• **Task data**
-------

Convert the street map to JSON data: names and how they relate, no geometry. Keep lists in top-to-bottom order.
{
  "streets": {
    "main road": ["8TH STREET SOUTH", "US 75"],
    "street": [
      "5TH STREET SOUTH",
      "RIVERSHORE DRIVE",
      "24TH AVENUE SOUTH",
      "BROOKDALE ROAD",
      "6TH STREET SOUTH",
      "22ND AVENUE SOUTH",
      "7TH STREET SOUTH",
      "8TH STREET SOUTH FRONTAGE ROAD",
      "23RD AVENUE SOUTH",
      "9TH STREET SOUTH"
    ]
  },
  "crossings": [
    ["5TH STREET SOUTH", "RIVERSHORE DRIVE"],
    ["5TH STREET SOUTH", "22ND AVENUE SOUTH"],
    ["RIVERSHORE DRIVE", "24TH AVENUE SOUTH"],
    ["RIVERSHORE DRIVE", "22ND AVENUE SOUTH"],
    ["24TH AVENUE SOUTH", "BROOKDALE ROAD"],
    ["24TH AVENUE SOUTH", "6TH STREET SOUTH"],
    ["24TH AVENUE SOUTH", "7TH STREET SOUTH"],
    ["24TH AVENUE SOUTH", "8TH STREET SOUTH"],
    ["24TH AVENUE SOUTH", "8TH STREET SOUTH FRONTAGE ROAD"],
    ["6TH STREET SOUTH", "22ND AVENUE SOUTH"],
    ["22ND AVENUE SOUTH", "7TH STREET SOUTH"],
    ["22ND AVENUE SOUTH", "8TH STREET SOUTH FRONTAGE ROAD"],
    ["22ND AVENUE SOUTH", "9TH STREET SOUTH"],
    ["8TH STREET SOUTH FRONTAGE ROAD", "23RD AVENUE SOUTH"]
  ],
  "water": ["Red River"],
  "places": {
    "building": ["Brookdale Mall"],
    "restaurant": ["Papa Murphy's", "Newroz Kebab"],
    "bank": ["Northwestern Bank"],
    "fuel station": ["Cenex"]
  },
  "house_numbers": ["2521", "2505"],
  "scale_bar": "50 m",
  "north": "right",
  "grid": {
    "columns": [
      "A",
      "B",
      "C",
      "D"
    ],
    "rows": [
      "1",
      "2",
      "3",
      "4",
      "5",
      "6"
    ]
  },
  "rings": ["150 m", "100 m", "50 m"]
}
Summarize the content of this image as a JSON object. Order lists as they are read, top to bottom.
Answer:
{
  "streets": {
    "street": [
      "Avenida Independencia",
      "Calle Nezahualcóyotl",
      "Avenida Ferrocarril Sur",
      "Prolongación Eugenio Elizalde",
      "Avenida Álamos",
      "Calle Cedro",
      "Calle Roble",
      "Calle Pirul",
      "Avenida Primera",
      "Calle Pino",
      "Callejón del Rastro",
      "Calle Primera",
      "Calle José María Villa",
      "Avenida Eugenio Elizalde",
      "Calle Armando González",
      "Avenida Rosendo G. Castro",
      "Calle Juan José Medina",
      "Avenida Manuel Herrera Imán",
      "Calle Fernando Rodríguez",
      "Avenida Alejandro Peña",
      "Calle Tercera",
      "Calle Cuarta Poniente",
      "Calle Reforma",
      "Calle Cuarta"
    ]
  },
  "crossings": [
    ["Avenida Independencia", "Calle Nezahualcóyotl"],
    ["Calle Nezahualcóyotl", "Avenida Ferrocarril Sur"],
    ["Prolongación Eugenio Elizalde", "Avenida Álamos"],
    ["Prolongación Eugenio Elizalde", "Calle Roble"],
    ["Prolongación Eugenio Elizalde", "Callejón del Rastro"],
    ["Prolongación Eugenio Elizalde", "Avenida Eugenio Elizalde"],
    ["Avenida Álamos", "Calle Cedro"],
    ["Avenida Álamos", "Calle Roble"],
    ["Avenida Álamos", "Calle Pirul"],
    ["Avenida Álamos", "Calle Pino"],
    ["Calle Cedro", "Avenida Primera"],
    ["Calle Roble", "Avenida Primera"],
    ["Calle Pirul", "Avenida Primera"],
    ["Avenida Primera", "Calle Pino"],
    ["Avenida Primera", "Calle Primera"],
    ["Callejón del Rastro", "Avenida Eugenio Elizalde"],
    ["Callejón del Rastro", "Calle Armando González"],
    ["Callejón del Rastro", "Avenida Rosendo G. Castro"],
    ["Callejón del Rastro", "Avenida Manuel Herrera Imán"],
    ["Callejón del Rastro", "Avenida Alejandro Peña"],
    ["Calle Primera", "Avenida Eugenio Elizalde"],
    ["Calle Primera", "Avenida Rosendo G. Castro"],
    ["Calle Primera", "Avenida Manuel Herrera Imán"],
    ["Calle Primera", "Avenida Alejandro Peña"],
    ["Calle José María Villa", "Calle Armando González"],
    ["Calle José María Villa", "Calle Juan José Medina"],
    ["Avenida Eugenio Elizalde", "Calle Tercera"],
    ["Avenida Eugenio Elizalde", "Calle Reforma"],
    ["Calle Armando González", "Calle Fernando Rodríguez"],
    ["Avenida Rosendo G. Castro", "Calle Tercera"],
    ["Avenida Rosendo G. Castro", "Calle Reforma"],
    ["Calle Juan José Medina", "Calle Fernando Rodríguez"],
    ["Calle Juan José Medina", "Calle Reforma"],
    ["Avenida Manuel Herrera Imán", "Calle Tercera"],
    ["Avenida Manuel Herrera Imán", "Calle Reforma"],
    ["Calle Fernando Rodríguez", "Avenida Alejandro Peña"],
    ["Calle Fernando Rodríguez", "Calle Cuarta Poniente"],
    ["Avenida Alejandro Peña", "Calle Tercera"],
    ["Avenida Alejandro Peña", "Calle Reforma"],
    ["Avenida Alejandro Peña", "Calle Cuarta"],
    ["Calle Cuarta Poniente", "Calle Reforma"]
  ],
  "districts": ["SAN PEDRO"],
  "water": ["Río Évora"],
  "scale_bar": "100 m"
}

-------

• **Task instructions**
Your reply must be one number: the count of lines in the records above that contain the string "Herrera".

• **Task output**
5